[Exercise requirements]
Please return every line below that contains the string "переулок".

(Saved entries)
+ + + +

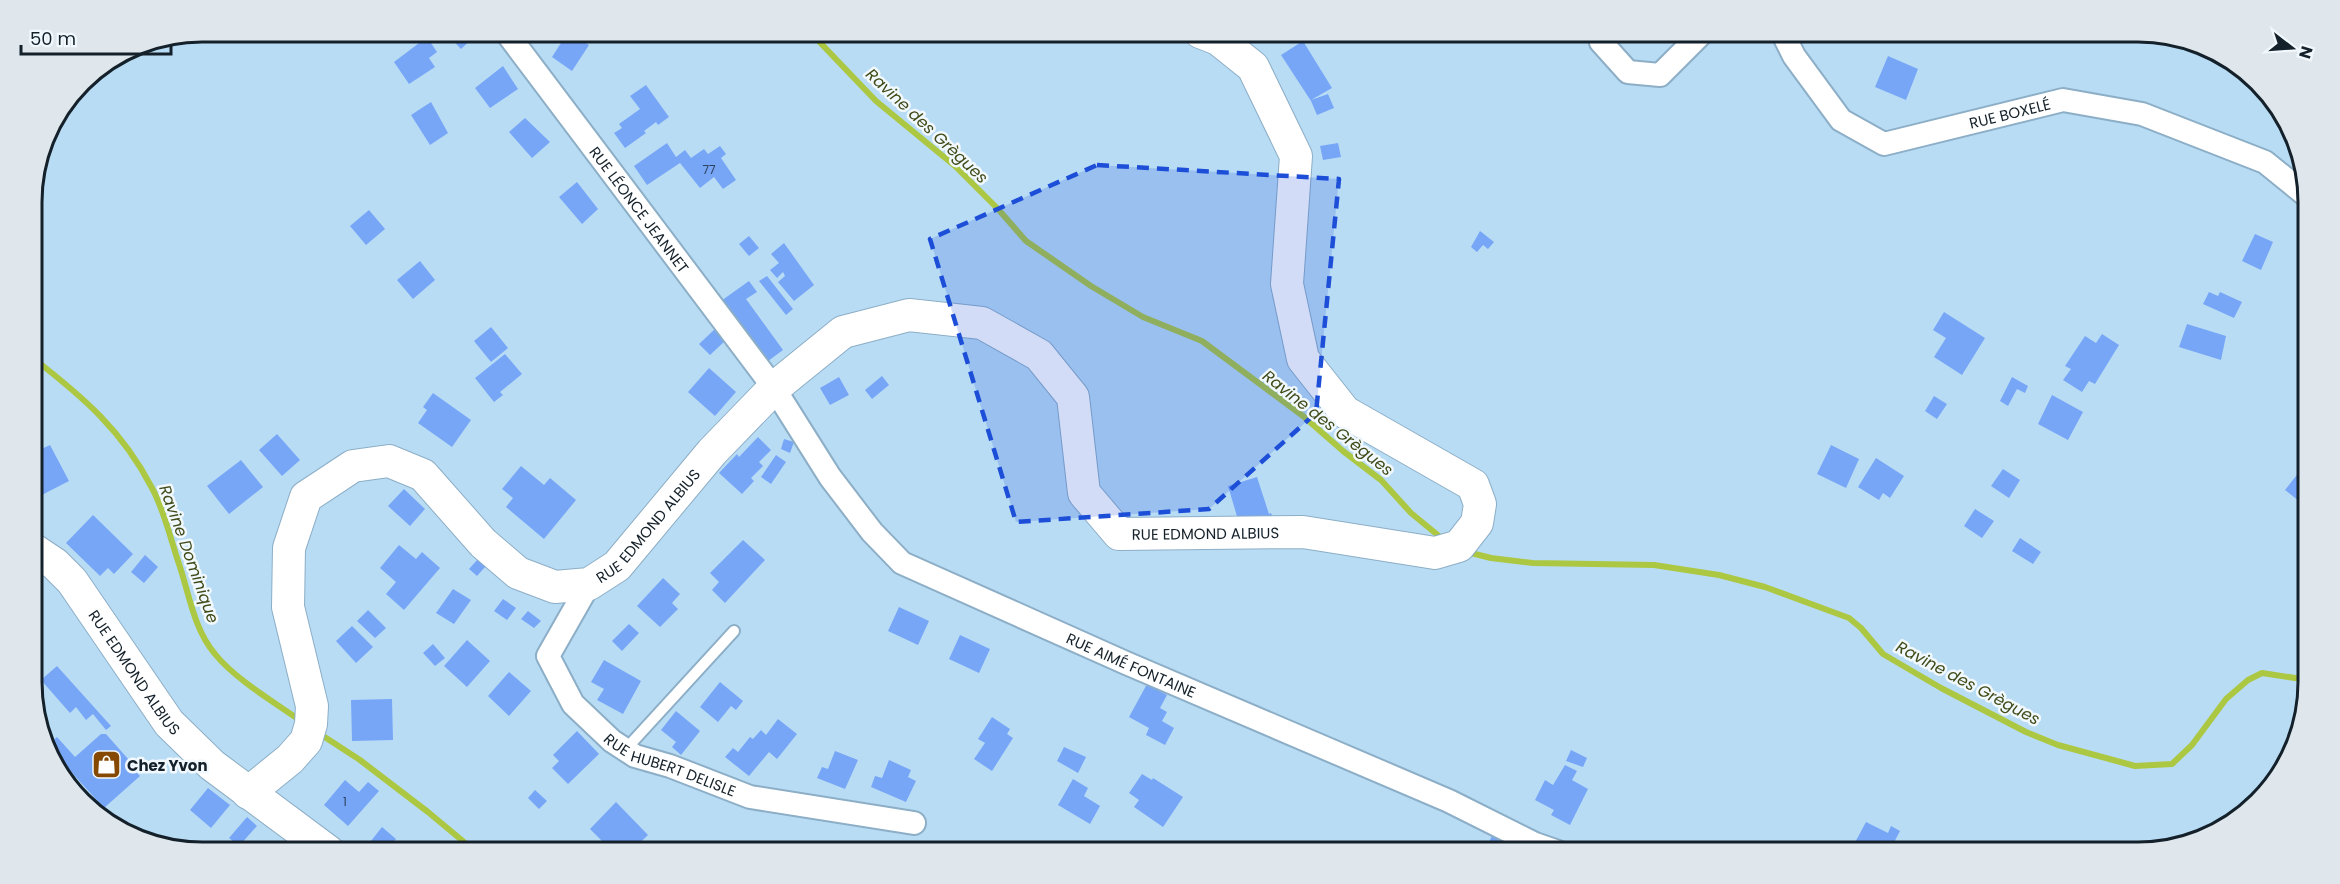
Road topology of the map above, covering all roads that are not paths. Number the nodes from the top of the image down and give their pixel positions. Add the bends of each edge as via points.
1 (514, 42) edge
2 (1222, 42) edge
3 (1601, 42) edge
4 (1693, 42) edge
5 (1787, 42) edge
6 (2297, 188) edge
7 (774, 388) junction
8 (42, 555) edge
9 (589, 584) junction
10 (734, 630) dead end
11 (625, 750) junction
12 (257, 785) junction
13 (914, 823) dead end
14 (318, 842) edge
15 (1531, 842) edge

1 - 7 street, RUE LÉONCE JEANNET
2 - 7 main road, RUE EDMOND ALBIUS via 1253,68 1296,156 1287,284 1303,359 1345,412 1473,485 1480,504 1477,523 1459,546 1435,553 1303,532 1119,534 1084,493 1073,397 1039,355 982,323 909,315 843,332
3 - 4 street via 1628,72 1660,75
5 - 6 street, RUE BOXELÉ via 1841,120 1884,144 2063,100 2142,114 2265,162
7 - 9 main road, RUE EDMOND ALBIUS via 712,452 617,566
7 - 15 street, RUE AIMÉ FONTAINE via 830,477 872,532 902,563 1449,801
8 - 12 main road, RUE EDMOND ALBIUS via 72,581 169,723 212,765
9 - 11 street, RUE HUBERT DELISLE via 548,656 573,704
9 - 12 main road, RUE EDMOND ALBIUS via 555,587 518,573 483,543 423,475 389,462 353,466 306,497 289,548 288,607 312,706 311,724 306,741
10 - 11 lane
11 - 13 street, RUE HUBERT DELISLE via 750,797
12 - 14 main road

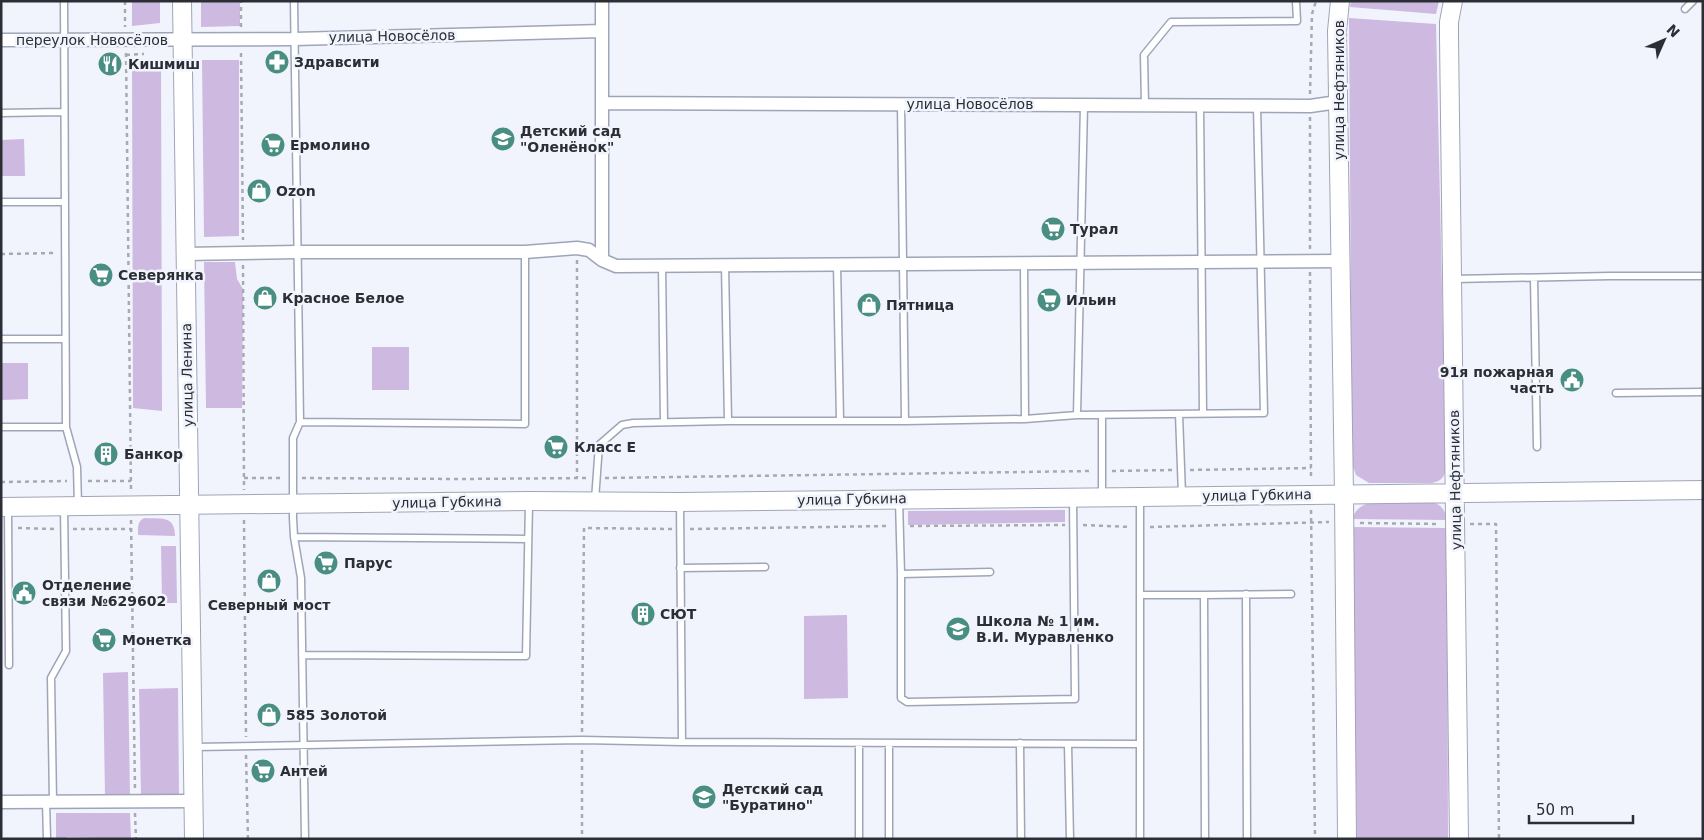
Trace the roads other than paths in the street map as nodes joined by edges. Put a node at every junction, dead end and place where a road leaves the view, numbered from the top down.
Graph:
1 (64, 1) edge
2 (182, 1) edge
3 (294, 1) edge
4 (602, 1) edge
5 (1296, 1) edge
6 (1340, 1) edge
7 (1453, 1) edge
8 (1693, 1) edge
9 (1685, 9) dead end
10 (602, 31) junction
11 (294, 39) junction
12 (1, 40) edge
13 (64, 40) junction
14 (182, 40) junction
15 (1338, 102) junction
16 (602, 103) junction
17 (901, 104) junction
18 (1084, 105) junction
19 (1145, 105) junction
20 (1200, 105) junction
21 (1257, 106) junction
22 (64, 112) junction
23 (1, 113) edge
24 (1, 202) edge
25 (64, 202) junction
26 (298, 252) junction
27 (525, 252) junction
28 (185, 254) junction
29 (602, 260) junction
30 (1341, 261) junction
31 (1201, 262) junction
32 (1260, 262) junction
33 (1024, 263) junction
34 (1080, 263) junction
35 (837, 264) junction
36 (902, 264) junction
37 (725, 265) junction
38 (662, 266) junction
39 (1703, 276) edge
40 (1534, 278) junction
41 (1452, 279) junction
42 (1, 339) edge
43 (65, 339) junction
44 (1703, 392) edge
45 (1616, 393) dead end
46 (1179, 414) junction
47 (1203, 414) junction
48 (1076, 415) junction
49 (1102, 415) junction
50 (1025, 419) junction
51 (728, 421) junction
52 (840, 421) junction
53 (300, 422) junction
54 (664, 422) junction
55 (905, 422) junction
56 (1, 427) edge
57 (66, 427) junction
58 (1537, 447) dead end
59 (1703, 490) edge
60 (1455, 492) junction
61 (1344, 494) junction
62 (1182, 496) junction
63 (1102, 497) junction
64 (1140, 497) junction
65 (1072, 498) junction
66 (900, 499) junction
67 (529, 501) junction
68 (596, 501) junction
69 (680, 502) junction
70 (190, 505) junction
71 (293, 505) junction
72 (4, 507) edge
73 (71, 507) junction
74 (294, 537) junction
75 (528, 539) junction
76 (765, 567) dead end
77 (680, 568) junction
78 (990, 572) dead end
79 (901, 574) junction
80 (1246, 594) junction
81 (1291, 594) dead end
82 (1140, 595) junction
83 (1204, 595) junction
84 (4, 597) edge
85 (302, 655) junction
86 (9, 665) dead end
87 (682, 742) junction
88 (859, 743) junction
89 (889, 743) junction
90 (1020, 743) junction
91 (304, 744) junction
92 (1068, 744) junction
93 (1140, 744) junction
94 (193, 746) junction
95 (50, 801) junction
96 (194, 801) junction
97 (1, 802) edge
98 (47, 839) edge
99 (194, 839) edge
100 (305, 839) edge
101 (859, 839) edge
102 (889, 839) edge
103 (1021, 839) edge
104 (1070, 839) edge
105 (1140, 839) edge
106 (1205, 839) edge
107 (1247, 839) edge
108 (1347, 839) edge
109 (1459, 839) edge

1 - 13 lane
2 - 14 main road, улица Ленина
3 - 11 lane
4 - 10 street
5 - 19 lane
6 - 15 main road, улица Нефтяников
7 - 41 main road, улица Нефтяников
8 - 9 lane
10 - 11 street, улица Новосёлов
10 - 16 street
11 - 14 street, улица Новосёлов
11 - 26 lane
12 - 13 street, переулок Новосёлов
13 - 14 street, переулок Новосёлов
13 - 22 lane
14 - 28 main road, улица Ленина
15 - 21 street, улица Новосёлов
15 - 30 main road, улица Нефтяников
16 - 17 street, улица Новосёлов
16 - 29 street
17 - 18 street, улица Новосёлов
17 - 36 lane
18 - 19 street, улица Новосёлов
18 - 34 lane
19 - 20 street, улица Новосёлов
20 - 21 street, улица Новосёлов
20 - 31 lane
21 - 32 lane
22 - 23 lane
22 - 25 lane
24 - 25 lane
25 - 43 lane
26 - 27 street
26 - 28 street
26 - 53 lane
27 - 29 street
27 - 53 lane
28 - 70 main road, улица Ленина
29 - 38 street
30 - 32 street
30 - 61 main road, улица Нефтяников
31 - 32 street
31 - 34 street
31 - 47 lane
32 - 47 lane
33 - 34 street
33 - 36 street
33 - 50 lane
34 - 48 lane
35 - 36 street
35 - 37 street
35 - 52 lane
36 - 55 lane
37 - 38 street
37 - 51 lane
38 - 54 lane
39 - 40 lane
40 - 41 lane
40 - 58 lane
41 - 60 main road, улица Нефтяников
42 - 43 lane
43 - 57 lane
44 - 45 lane
46 - 47 lane
46 - 49 lane
46 - 62 lane
48 - 49 lane
48 - 50 lane
49 - 63 lane
50 - 55 lane
51 - 52 lane
51 - 54 lane
52 - 55 lane
53 - 71 lane
54 - 68 lane
56 - 57 lane
57 - 73 lane
59 - 60 main road, улица Губкина
60 - 61 main road, улица Губкина
60 - 109 main road, улица Нефтяников
61 - 62 main road, улица Губкина
61 - 108 main road, улица Нефтяников
62 - 64 main road, улица Губкина
63 - 64 main road, улица Губкина
63 - 65 main road, улица Губкина
64 - 82 lane
65 - 66 main road, улица Губкина
65 - 79 lane
66 - 69 main road, улица Губкина
66 - 79 lane
67 - 68 main road, улица Губкина
67 - 71 main road, улица Губкина
67 - 75 lane
68 - 69 main road, улица Губкина
69 - 77 lane
70 - 71 main road, улица Губкина
70 - 73 main road, улица Губкина
70 - 94 main road, улица Ленина
71 - 74 lane
72 - 73 main road, улица Губкина
72 - 84 lane
73 - 95 lane
74 - 75 lane
74 - 85 lane
75 - 85 lane
76 - 77 lane
77 - 87 lane
78 - 79 lane
80 - 81 lane
80 - 83 lane
80 - 107 lane
82 - 83 lane
82 - 93 lane
83 - 106 lane
84 - 86 lane
85 - 91 lane
87 - 88 lane
87 - 91 lane
88 - 89 lane
88 - 101 lane
89 - 90 lane
89 - 102 lane
90 - 92 lane
90 - 103 lane
91 - 94 lane
91 - 100 lane
92 - 93 lane
92 - 104 lane
93 - 105 lane
94 - 96 main road, улица Ленина
95 - 96 street
95 - 97 street
95 - 98 lane
96 - 99 main road, улица Ленина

+ + + +

[Written reply]
12 - 13 street, переулок Новосёлов
13 - 14 street, переулок Новосёлов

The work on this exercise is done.